_SUPPLIED INFORMATION_.
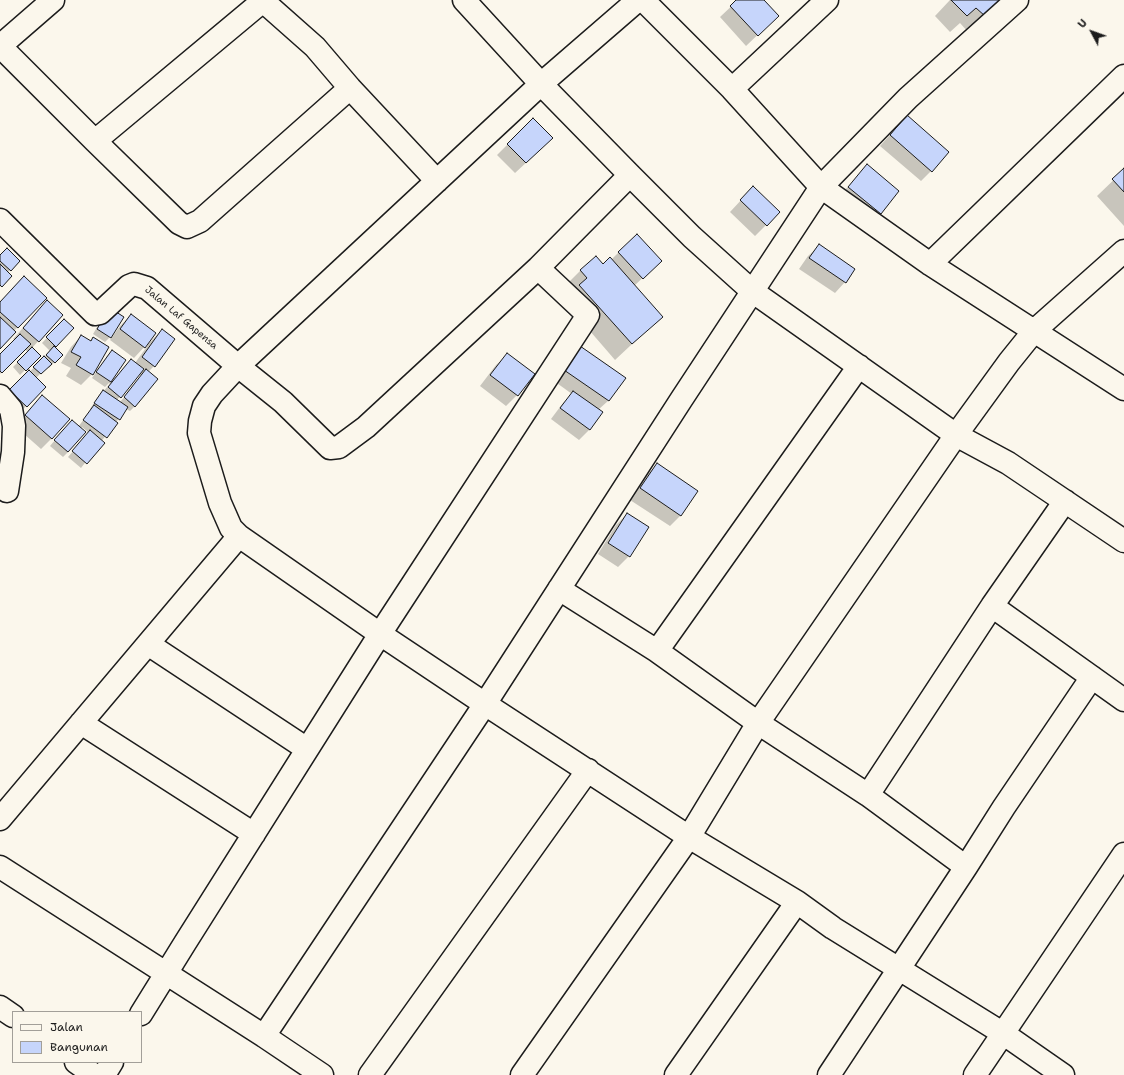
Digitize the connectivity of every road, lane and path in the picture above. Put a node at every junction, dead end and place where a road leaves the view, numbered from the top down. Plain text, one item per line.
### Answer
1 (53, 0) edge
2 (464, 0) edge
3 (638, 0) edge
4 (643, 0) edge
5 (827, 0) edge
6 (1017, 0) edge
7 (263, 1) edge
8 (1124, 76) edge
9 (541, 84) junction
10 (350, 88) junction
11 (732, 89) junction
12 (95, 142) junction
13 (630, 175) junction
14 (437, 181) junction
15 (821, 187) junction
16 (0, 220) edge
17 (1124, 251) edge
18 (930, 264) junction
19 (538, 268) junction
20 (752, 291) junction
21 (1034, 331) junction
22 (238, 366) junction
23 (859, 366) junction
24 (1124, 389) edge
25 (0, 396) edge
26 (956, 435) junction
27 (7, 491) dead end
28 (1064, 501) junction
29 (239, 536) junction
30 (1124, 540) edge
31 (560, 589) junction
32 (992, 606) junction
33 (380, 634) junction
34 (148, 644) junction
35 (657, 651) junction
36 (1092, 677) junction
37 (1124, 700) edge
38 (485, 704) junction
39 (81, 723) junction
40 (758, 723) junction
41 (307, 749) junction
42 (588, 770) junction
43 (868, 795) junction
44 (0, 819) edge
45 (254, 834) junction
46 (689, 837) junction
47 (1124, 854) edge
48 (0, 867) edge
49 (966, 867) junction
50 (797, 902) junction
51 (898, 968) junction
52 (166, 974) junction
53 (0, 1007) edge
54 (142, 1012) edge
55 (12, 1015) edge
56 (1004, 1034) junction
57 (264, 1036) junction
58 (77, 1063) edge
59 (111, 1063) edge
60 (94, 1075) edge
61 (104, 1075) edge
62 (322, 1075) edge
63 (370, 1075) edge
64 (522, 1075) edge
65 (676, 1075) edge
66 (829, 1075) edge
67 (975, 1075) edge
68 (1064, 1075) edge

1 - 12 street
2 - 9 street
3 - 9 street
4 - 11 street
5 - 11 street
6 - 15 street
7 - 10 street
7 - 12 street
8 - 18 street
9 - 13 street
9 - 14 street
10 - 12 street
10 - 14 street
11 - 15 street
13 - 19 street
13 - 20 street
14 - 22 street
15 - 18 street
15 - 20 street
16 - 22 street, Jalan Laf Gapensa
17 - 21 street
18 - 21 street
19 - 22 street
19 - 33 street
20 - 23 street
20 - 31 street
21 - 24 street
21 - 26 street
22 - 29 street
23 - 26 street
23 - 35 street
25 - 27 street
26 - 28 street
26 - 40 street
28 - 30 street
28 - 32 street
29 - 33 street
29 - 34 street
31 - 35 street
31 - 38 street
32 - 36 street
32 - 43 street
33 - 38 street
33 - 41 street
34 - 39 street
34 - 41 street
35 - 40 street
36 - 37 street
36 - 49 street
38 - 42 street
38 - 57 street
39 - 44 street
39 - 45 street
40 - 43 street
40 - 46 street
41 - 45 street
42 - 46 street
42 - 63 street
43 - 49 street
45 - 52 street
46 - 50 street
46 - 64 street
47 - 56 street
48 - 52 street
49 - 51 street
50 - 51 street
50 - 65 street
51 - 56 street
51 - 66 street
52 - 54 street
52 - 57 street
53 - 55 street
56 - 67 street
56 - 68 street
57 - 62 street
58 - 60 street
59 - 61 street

_TO DO_.
Every line of the material must be reproduced verbatim; the pictures are to be omitted.

_ANSWER TO THIS TASK_.
Digitize the connectivity of every road, lane and path in the picture above. Put a node at every junction, dead end and place where a road leaves the view, numbered from the top down. Plain text, one item per line.
### Answer
1 (53, 0) edge
2 (464, 0) edge
3 (638, 0) edge
4 (643, 0) edge
5 (827, 0) edge
6 (1017, 0) edge
7 (263, 1) edge
8 (1124, 76) edge
9 (541, 84) junction
10 (350, 88) junction
11 (732, 89) junction
12 (95, 142) junction
13 (630, 175) junction
14 (437, 181) junction
15 (821, 187) junction
16 (0, 220) edge
17 (1124, 251) edge
18 (930, 264) junction
19 (538, 268) junction
20 (752, 291) junction
21 (1034, 331) junction
22 (238, 366) junction
23 (859, 366) junction
24 (1124, 389) edge
25 (0, 396) edge
26 (956, 435) junction
27 (7, 491) dead end
28 (1064, 501) junction
29 (239, 536) junction
30 (1124, 540) edge
31 (560, 589) junction
32 (992, 606) junction
33 (380, 634) junction
34 (148, 644) junction
35 (657, 651) junction
36 (1092, 677) junction
37 (1124, 700) edge
38 (485, 704) junction
39 (81, 723) junction
40 (758, 723) junction
41 (307, 749) junction
42 (588, 770) junction
43 (868, 795) junction
44 (0, 819) edge
45 (254, 834) junction
46 (689, 837) junction
47 (1124, 854) edge
48 (0, 867) edge
49 (966, 867) junction
50 (797, 902) junction
51 (898, 968) junction
52 (166, 974) junction
53 (0, 1007) edge
54 (142, 1012) edge
55 (12, 1015) edge
56 (1004, 1034) junction
57 (264, 1036) junction
58 (77, 1063) edge
59 (111, 1063) edge
60 (94, 1075) edge
61 (104, 1075) edge
62 (322, 1075) edge
63 (370, 1075) edge
64 (522, 1075) edge
65 (676, 1075) edge
66 (829, 1075) edge
67 (975, 1075) edge
68 (1064, 1075) edge

1 - 12 street
2 - 9 street
3 - 9 street
4 - 11 street
5 - 11 street
6 - 15 street
7 - 10 street
7 - 12 street
8 - 18 street
9 - 13 street
9 - 14 street
10 - 12 street
10 - 14 street
11 - 15 street
13 - 19 street
13 - 20 street
14 - 22 street
15 - 18 street
15 - 20 street
16 - 22 street, Jalan Laf Gapensa
17 - 21 street
18 - 21 street
19 - 22 street
19 - 33 street
20 - 23 street
20 - 31 street
21 - 24 street
21 - 26 street
22 - 29 street
23 - 26 street
23 - 35 street
25 - 27 street
26 - 28 street
26 - 40 street
28 - 30 street
28 - 32 street
29 - 33 street
29 - 34 street
31 - 35 street
31 - 38 street
32 - 36 street
32 - 43 street
33 - 38 street
33 - 41 street
34 - 39 street
34 - 41 street
35 - 40 street
36 - 37 street
36 - 49 street
38 - 42 street
38 - 57 street
39 - 44 street
39 - 45 street
40 - 43 street
40 - 46 street
41 - 45 street
42 - 46 street
42 - 63 street
43 - 49 street
45 - 52 street
46 - 50 street
46 - 64 street
47 - 56 street
48 - 52 street
49 - 51 street
50 - 51 street
50 - 65 street
51 - 56 street
51 - 66 street
52 - 54 street
52 - 57 street
53 - 55 street
56 - 67 street
56 - 68 street
57 - 62 street
58 - 60 street
59 - 61 street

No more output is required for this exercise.